第25話
またあの夢だ。
あれから何度か同じような夢を見ている。
どこまでも続く、霧深い丘を歩いている夢だ。
目の前には誰とも知れない少年の背中。
どこに向かっているんだろう。
このまま永遠に歩き続けるのだろうか。
夢の中なのに、息が切れて苦しい。
立ち止まりたいのに、足は僕の意に反して動き続ける。
動悸が速くなる。
息はどんどん苦しくなっていく。
前を行く少年に「待って」と言おうとしたけれど、声は出なかった。
無防備に振られる少年の腕を掴もうと手を伸ばす。
捕まえた、と思ったら少年は消えていた。
背後に気配を感じて振り返ると、僕が立っていた。
またか、と思った瞬間、もう1人の僕は表情を1つも変えることなく、僕の身体を無遠慮に押した。

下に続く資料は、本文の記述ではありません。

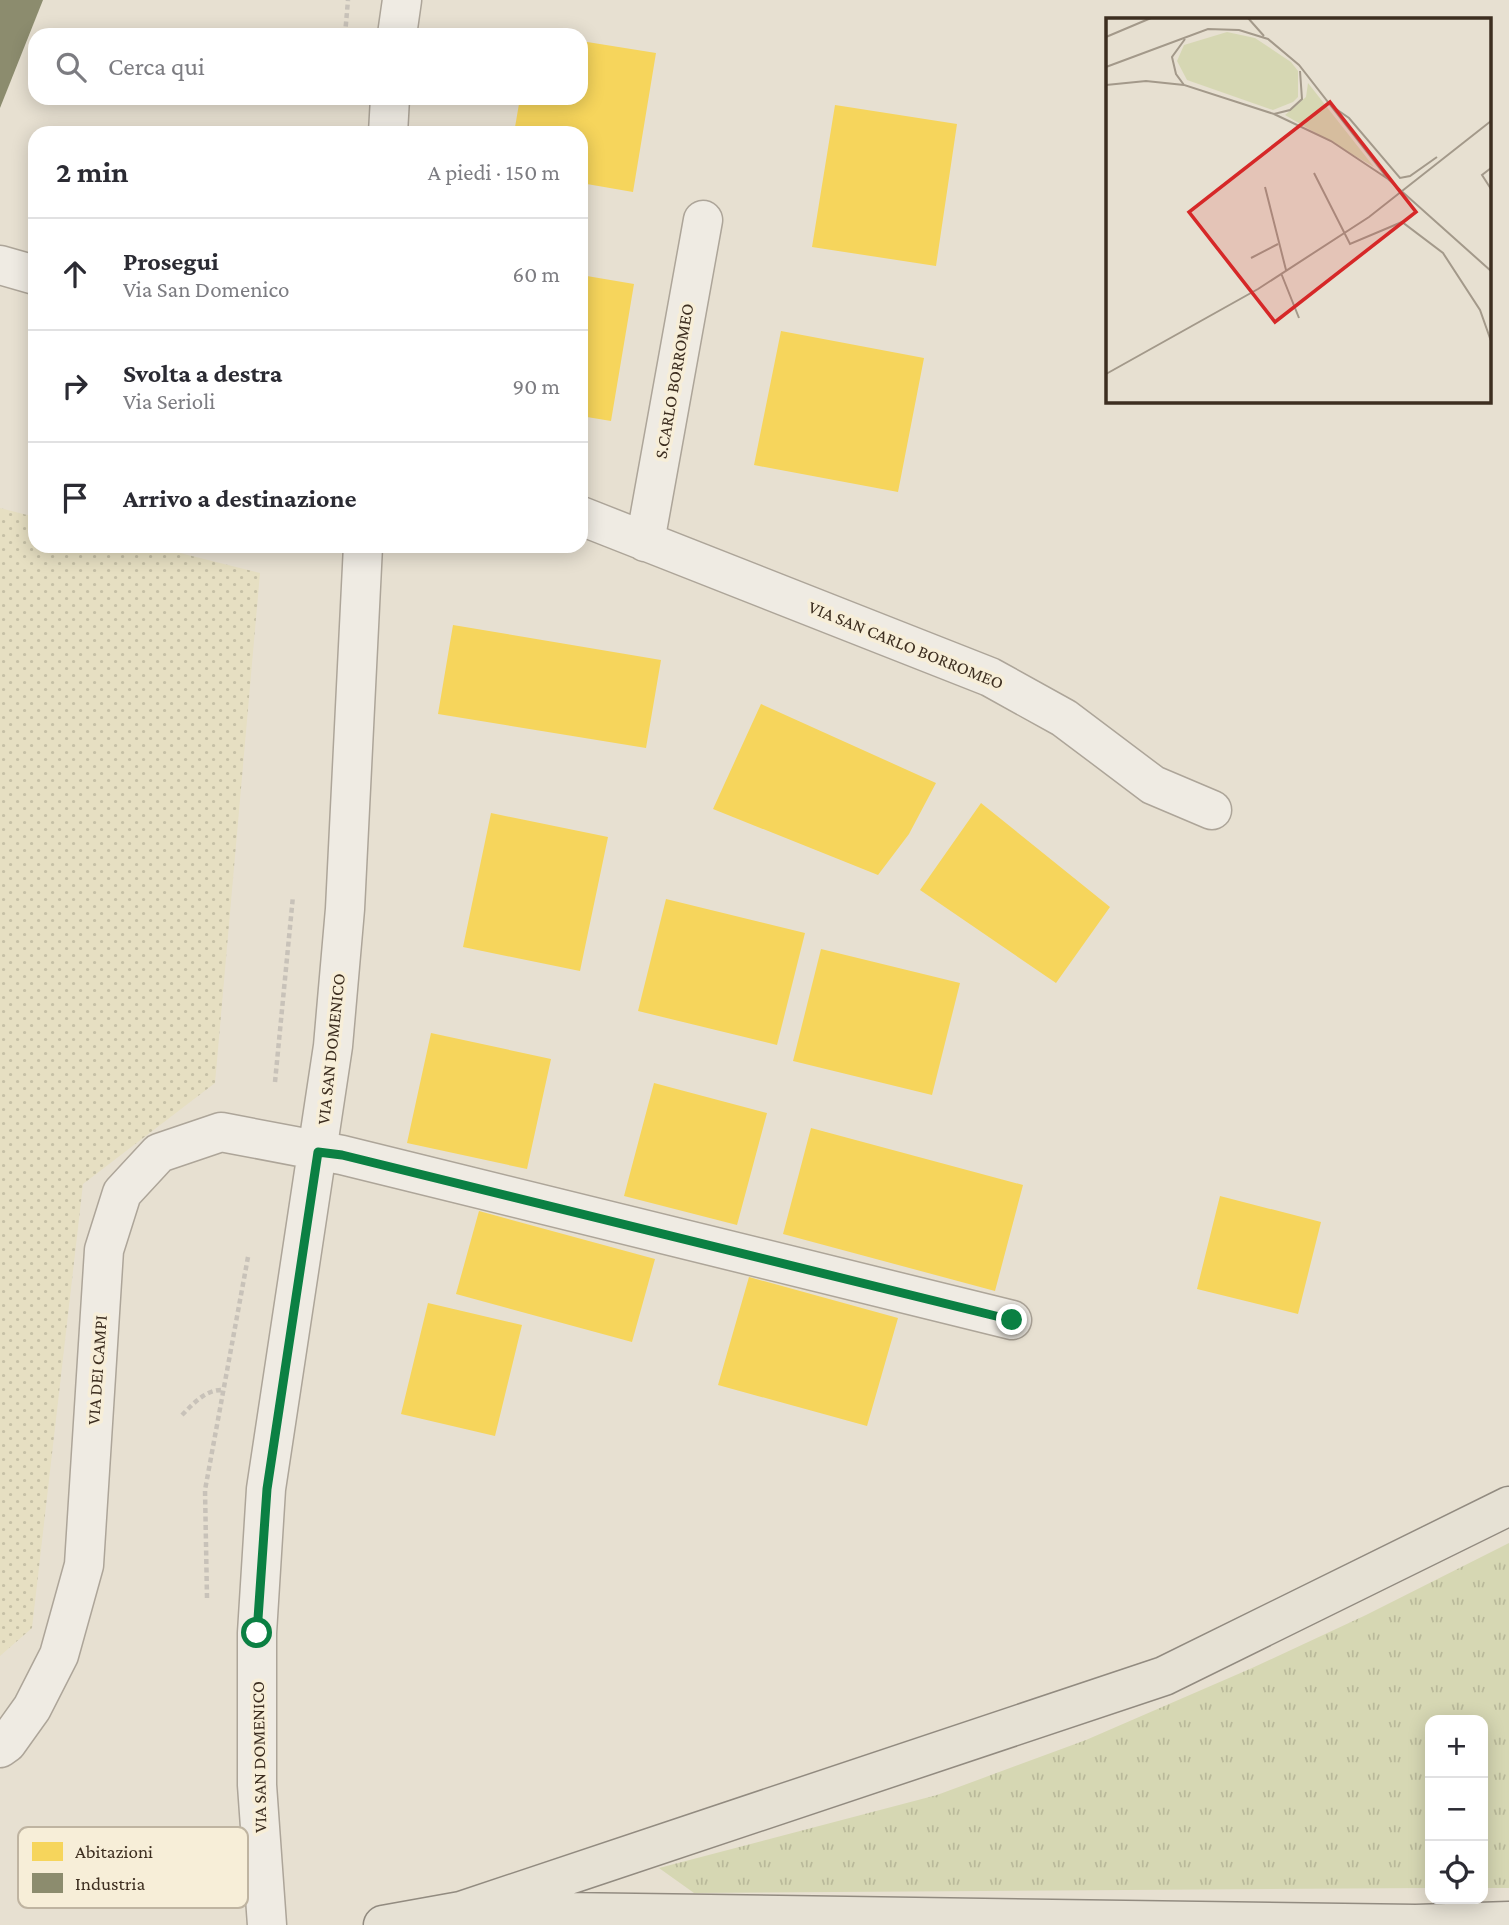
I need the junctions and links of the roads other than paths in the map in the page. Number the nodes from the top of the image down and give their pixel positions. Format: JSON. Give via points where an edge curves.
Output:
{"nodes":[{"id":1,"x":402,"y":0,"type":"edge"},
{"id":2,"x":398,"y":28,"type":"edge"},
{"id":3,"x":390,"y":105,"type":"edge"},
{"id":4,"x":388,"y":126,"type":"edge"},
{"id":5,"x":703,"y":220,"type":"dead end"},
{"id":6,"x":0,"y":265,"type":"edge"},
{"id":7,"x":28,"y":273,"type":"edge"},
{"id":8,"x":588,"y":519,"type":"edge"},
{"id":9,"x":645,"y":542,"type":"junction"},
{"id":10,"x":363,"y":553,"type":"edge"},
{"id":11,"x":1212,"y":810,"type":"dead end"},
{"id":12,"x":318,"y":1152,"type":"junction"},
{"id":13,"x":1012,"y":1320,"type":"dead end"},
{"id":14,"x":1509,"y":1506,"type":"edge"},
{"id":15,"x":0,"y":1748,"type":"edge"},
{"id":16,"x":461,"y":1911,"type":"junction"},
{"id":17,"x":1509,"y":1922,"type":"edge"},
{"id":18,"x":1414,"y":1924,"type":"edge"},
{"id":19,"x":267,"y":1925,"type":"edge"},
{"id":20,"x":383,"y":1925,"type":"edge"}],
"edges":[{"from":1,"to":2,"type":"street"},
{"from":3,"to":4,"type":"street"},
{"from":5,"to":9,"type":"street","name":"S.CARLO BORROMEO"},
{"from":6,"to":7,"type":"street"},
{"from":8,"to":9,"type":"street","name":"VIA SAN CARLO BORROMEO"},
{"from":9,"to":11,"type":"street","name":"VIA SAN CARLO BORROMEO","via":[[990,677],[1064,719],[1153,785]]},
{"from":10,"to":12,"type":"street","name":"VIA SAN DOMENICO","via":[[345,909]]},
{"from":12,"to":13,"type":"street","name":"VIA DEI CAMPI"},
{"from":12,"to":15,"type":"street","name":"VIA DEI CAMPI","via":[[221,1132],[159,1153],[122,1193],[104,1250],[84,1565],[59,1655],[32,1708]]},
{"from":12,"to":19,"type":"street","name":"VIA SAN DOMENICO","via":[[267,1489],[257,1633],[257,1785]]},
{"from":14,"to":16,"type":"main road","via":[[1164,1676]]},
{"from":16,"to":18,"type":"main road"},
{"from":16,"to":20,"type":"main road"},
{"from":17,"to":18,"type":"main road"}]}
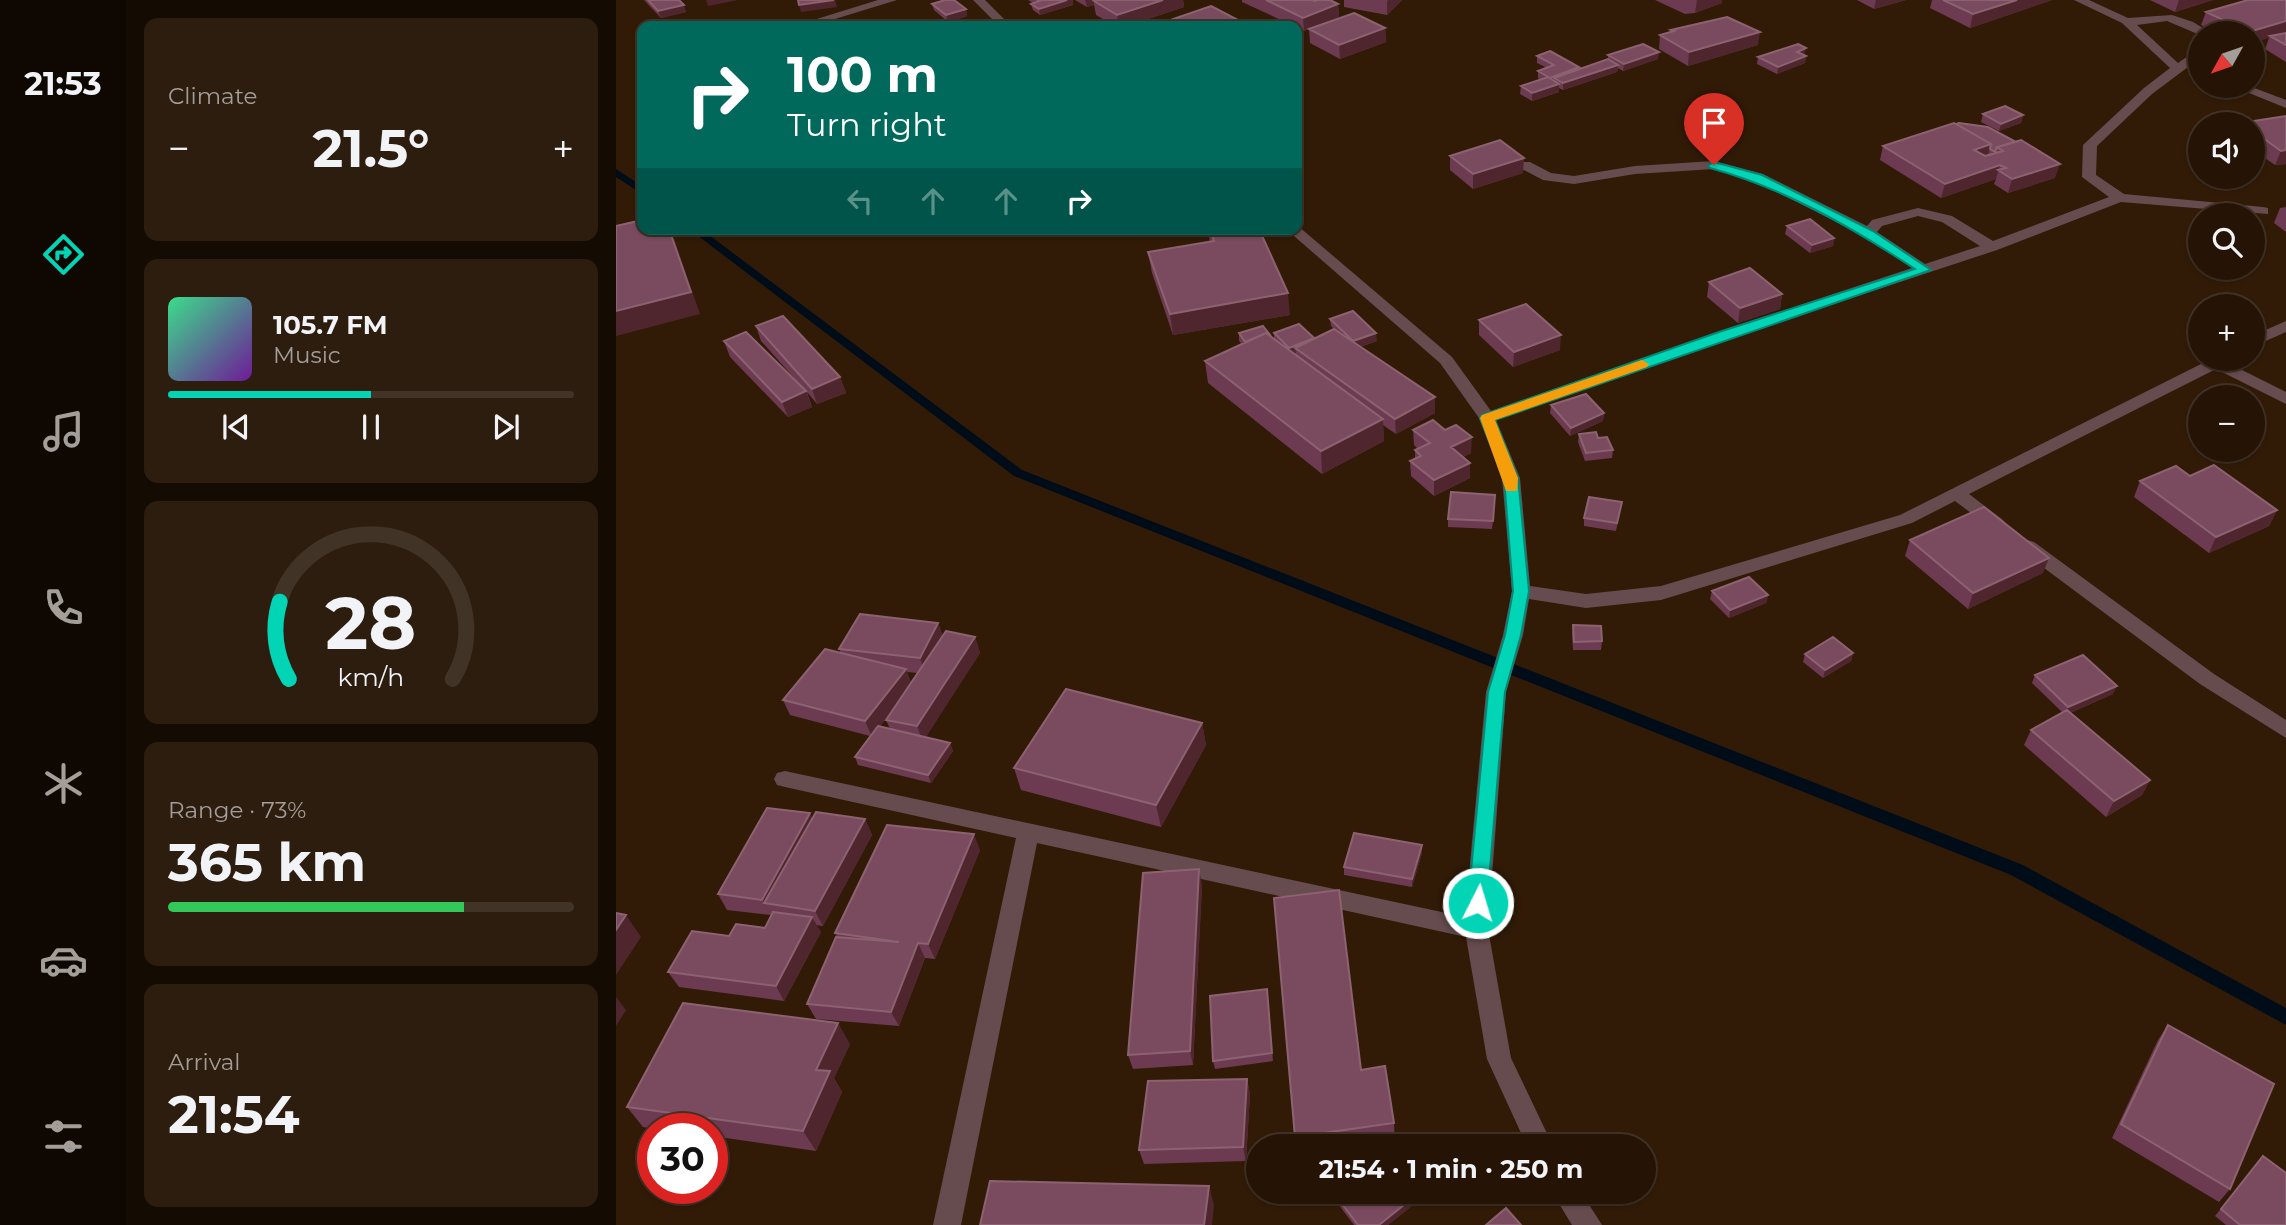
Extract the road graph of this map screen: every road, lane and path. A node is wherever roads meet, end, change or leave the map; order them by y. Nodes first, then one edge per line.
1 (891, 0) edge
2 (979, 0) edge
3 (2080, 0) edge
4 (818, 21) edge
5 (1000, 21) edge
6 (2126, 21) junction
7 (2188, 25) edge
8 (2188, 59) edge
9 (2188, 63) edge
10 (2265, 96) edge
11 (2286, 104) edge
12 (1525, 165) edge
13 (2120, 198) junction
14 (2188, 204) edge
15 (1869, 233) junction
16 (1300, 235) edge
17 (1992, 247) junction
18 (1924, 270) junction
19 (2286, 326) edge
20 (2265, 336) edge
21 (2199, 371) edge
22 (2237, 371) edge
23 (2286, 399) edge
24 (1487, 418) junction
25 (1956, 494) junction
26 (1521, 591) junction
27 (2286, 730) edge
28 (785, 779) dead end
29 (1028, 831) junction
30 (1476, 929) junction
31 (1534, 1134) edge
32 (1574, 1204) edge
33 (947, 1225) edge
34 (1588, 1225) edge

1 - 4 street
2 - 5 street
3 - 6 street
6 - 7 street
6 - 8 street
9 - 13 street
10 - 11 street
12 - 15 street
13 - 14 street
13 - 17 street
15 - 17 street
15 - 18 street
16 - 24 street
17 - 18 street
18 - 24 street
19 - 20 street
21 - 25 street
22 - 23 street
24 - 26 street
25 - 26 street
25 - 27 street
26 - 30 street
28 - 29 street
29 - 30 street
29 - 33 street
30 - 31 street
32 - 34 street

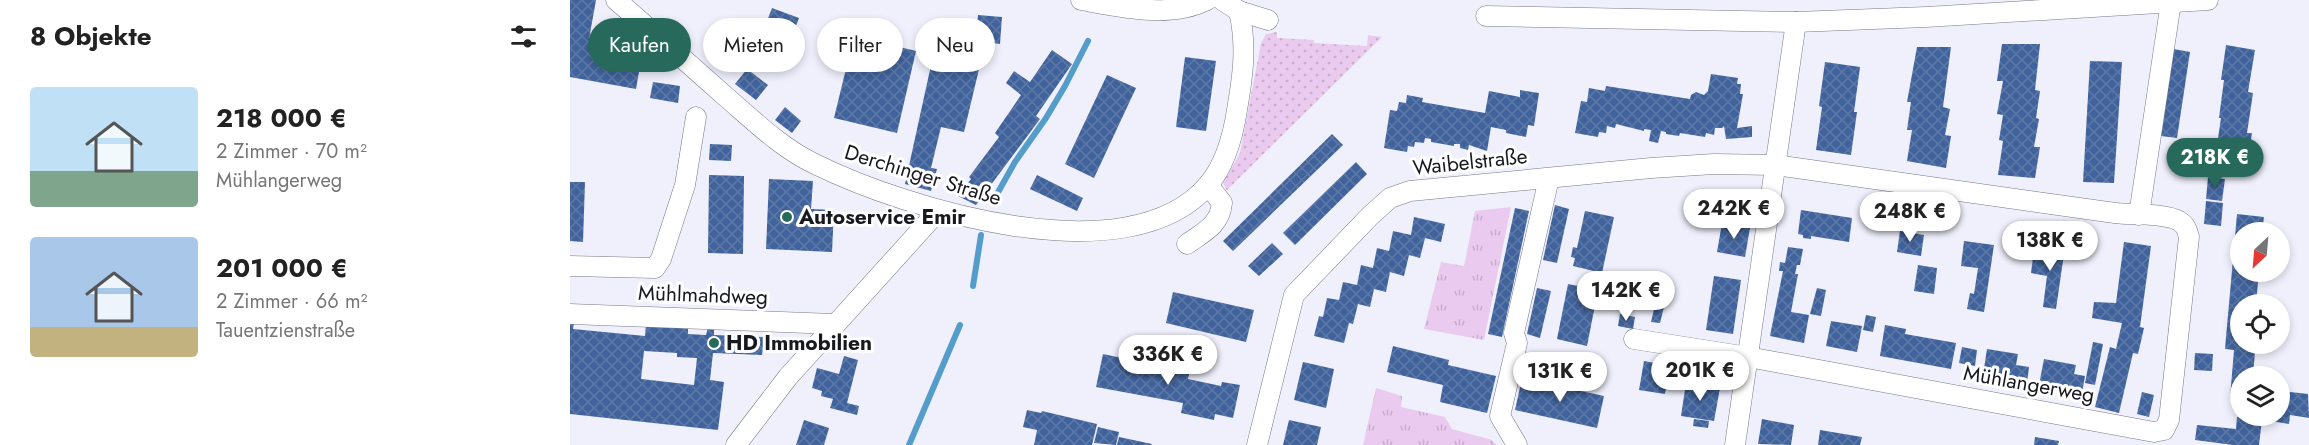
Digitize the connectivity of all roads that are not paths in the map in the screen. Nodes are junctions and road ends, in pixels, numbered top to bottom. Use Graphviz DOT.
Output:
graph roads {
  1 [pos="616,0"];
  2 [pos="1081,0"];
  3 [pos="1207,0"];
  4 [pos="1222,0"];
  5 [pos="2208,0"];
  6 [pos="2170,2"];
  7 [pos="1239,11"];
  8 [pos="1486,16"];
  9 [pos="1268,20"];
  10 [pos="1796,22"];
  11 [pos="696,117"];
  12 [pos="1775,165"];
  13 [pos="1549,178"];
  14 [pos="1208,185"];
  15 [pos="939,210"];
  16 [pos="2139,215"];
  17 [pos="1187,244"];
  18 [pos="570,266"];
  19 [pos="570,314"];
  20 [pos="834,324"];
  21 [pos="1634,339"];
  22 [pos="1748,357"];
  23 [pos="735,445"];
  24 [pos="1257,445"];
  25 [pos="1517,445"];
  26 [pos="1735,445"];
  1 -- 15 [label="street, Derchinger Straße"];
  2 -- 3 [label="street"];
  4 -- 7 [label="street"];
  5 -- 6 [label="street"];
  6 -- 10 [label="street"];
  6 -- 16 [label="street"];
  7 -- 9 [label="street"];
  7 -- 14 [label="street, Derchinger Straße"];
  8 -- 10 [label="street"];
  10 -- 12 [label="street"];
  11 -- 18 [label="street"];
  12 -- 13 [label="street, Waibelstraße"];
  12 -- 16 [label="street, Mühlangerweg"];
  12 -- 22 [label="street"];
  13 -- 24 [label="street, Waibelstraße"];
  13 -- 25 [label="street"];
  14 -- 15 [label="street, Derchinger Straße"];
  14 -- 17 [label="street"];
  15 -- 20 [label="street"];
  16 -- 22 [label="street, Mühlangerweg"];
  19 -- 20 [label="street, Mühlmahdweg"];
  20 -- 23 [label="street"];
  21 -- 22 [label="street, Mühlangerweg"];
  22 -- 26 [label="street"];
}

さっきまでは確かにあったはずの地面がなくなり、僕は落下していく。
霧も丘も消え去って、辺りは暗闇に包まれる。
落ちている感覚だけが体にあった。
遠く、上の方から誰かが叫ぶ声が聞こえた。
何と叫んでいるのかはわからない。
意味のない悲鳴のようにも聞こえたし、誰かの名前を呼んでいるようにも聞こえた。
誰だろう? と、上を見上げようとした所で目が覚めた。